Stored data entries
=== Section Start ===

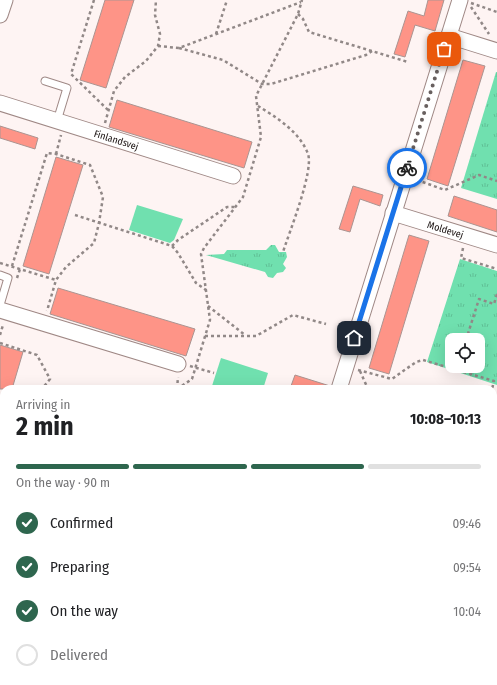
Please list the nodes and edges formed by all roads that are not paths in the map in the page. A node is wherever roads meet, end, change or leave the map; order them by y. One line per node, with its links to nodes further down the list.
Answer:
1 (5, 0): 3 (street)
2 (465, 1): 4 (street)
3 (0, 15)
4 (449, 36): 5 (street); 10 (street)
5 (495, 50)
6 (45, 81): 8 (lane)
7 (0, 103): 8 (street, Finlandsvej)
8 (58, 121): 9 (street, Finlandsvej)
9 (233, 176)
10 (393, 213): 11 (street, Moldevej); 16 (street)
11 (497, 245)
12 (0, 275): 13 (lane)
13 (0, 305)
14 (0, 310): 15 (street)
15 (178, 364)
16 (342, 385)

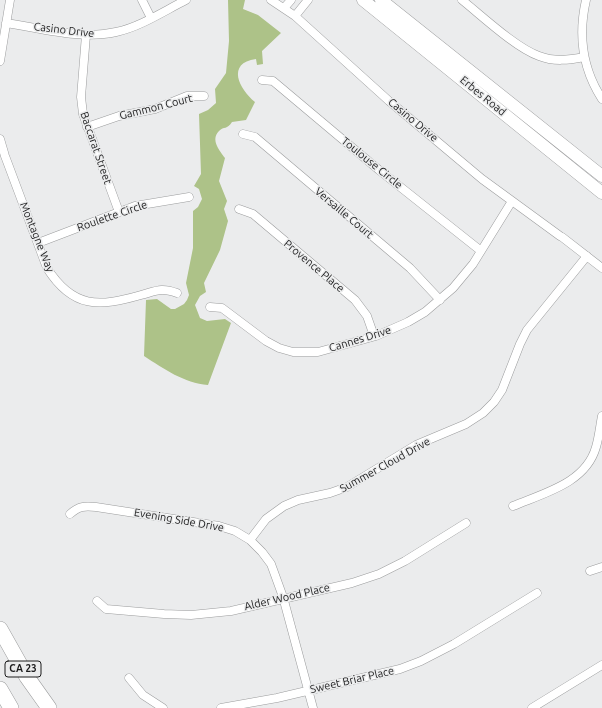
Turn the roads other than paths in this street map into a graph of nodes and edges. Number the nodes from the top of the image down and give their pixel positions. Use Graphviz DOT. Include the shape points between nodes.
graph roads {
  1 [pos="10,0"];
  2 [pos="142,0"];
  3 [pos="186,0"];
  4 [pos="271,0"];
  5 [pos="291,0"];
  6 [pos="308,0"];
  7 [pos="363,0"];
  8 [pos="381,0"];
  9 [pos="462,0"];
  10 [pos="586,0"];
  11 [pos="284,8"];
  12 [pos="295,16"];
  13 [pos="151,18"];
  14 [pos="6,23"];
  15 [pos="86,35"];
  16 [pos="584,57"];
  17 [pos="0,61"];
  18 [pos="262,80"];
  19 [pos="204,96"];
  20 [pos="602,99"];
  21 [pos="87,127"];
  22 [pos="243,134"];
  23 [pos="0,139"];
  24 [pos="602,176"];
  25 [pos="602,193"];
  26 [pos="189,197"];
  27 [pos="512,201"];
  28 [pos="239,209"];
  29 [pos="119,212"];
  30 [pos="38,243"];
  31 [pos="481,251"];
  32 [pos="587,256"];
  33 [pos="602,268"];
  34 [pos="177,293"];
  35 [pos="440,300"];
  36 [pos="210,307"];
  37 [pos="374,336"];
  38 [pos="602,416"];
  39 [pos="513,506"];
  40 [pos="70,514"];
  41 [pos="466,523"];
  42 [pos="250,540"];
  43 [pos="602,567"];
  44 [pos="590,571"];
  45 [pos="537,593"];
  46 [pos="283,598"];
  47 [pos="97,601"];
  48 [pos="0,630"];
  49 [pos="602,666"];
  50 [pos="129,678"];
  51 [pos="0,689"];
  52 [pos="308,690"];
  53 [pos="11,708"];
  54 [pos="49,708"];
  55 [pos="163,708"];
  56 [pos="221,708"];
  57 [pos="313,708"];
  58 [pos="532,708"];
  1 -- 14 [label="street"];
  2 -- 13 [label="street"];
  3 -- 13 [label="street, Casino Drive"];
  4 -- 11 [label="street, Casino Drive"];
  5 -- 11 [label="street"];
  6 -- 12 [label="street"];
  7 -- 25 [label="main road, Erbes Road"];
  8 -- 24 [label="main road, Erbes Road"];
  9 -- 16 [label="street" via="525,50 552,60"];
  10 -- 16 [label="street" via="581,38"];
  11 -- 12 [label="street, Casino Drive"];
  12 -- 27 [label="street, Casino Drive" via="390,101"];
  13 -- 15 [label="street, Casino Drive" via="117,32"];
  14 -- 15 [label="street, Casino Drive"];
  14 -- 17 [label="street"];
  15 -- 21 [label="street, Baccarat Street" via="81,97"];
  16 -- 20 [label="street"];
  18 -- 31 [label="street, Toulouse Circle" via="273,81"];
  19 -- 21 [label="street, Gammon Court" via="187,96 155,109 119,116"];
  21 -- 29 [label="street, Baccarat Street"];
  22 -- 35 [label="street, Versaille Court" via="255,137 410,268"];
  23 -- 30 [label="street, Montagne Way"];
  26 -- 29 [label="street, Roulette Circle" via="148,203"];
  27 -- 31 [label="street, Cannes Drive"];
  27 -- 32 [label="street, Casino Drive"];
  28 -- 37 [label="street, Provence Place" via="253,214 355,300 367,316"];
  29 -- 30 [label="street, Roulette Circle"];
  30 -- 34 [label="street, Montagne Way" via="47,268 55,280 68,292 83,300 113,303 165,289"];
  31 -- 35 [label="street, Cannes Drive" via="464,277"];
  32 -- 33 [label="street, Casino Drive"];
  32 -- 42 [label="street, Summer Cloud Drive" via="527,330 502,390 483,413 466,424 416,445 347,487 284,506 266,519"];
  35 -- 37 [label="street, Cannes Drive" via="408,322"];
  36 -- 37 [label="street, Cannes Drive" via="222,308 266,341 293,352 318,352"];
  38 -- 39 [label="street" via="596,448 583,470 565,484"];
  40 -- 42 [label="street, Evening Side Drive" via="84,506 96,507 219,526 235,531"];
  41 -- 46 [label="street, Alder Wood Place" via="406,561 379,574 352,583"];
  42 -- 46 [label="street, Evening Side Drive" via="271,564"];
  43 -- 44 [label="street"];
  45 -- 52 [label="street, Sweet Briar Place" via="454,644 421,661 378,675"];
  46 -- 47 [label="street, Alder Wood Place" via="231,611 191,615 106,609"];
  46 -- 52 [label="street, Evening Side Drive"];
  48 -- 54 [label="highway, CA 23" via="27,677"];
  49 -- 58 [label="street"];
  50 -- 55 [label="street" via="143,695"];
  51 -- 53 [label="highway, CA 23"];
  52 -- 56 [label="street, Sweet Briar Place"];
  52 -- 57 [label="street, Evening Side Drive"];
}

=== Section End ===

Problem description:
Show all lines from the entries that hold "nodes".

Answer section:
Please list the nodes and edges formed by all roads that are not paths in the map in the page. A node is wherever roads meet, end, change or leave the map; order them by y. One line per node, with its links to nodes further down the list.
Turn the roads other than paths in this street map into a graph of nodes and edges. Number the nodes from the top of the image down and give their pixel positions. Use Graphviz DOT. Include the shape points between nodes.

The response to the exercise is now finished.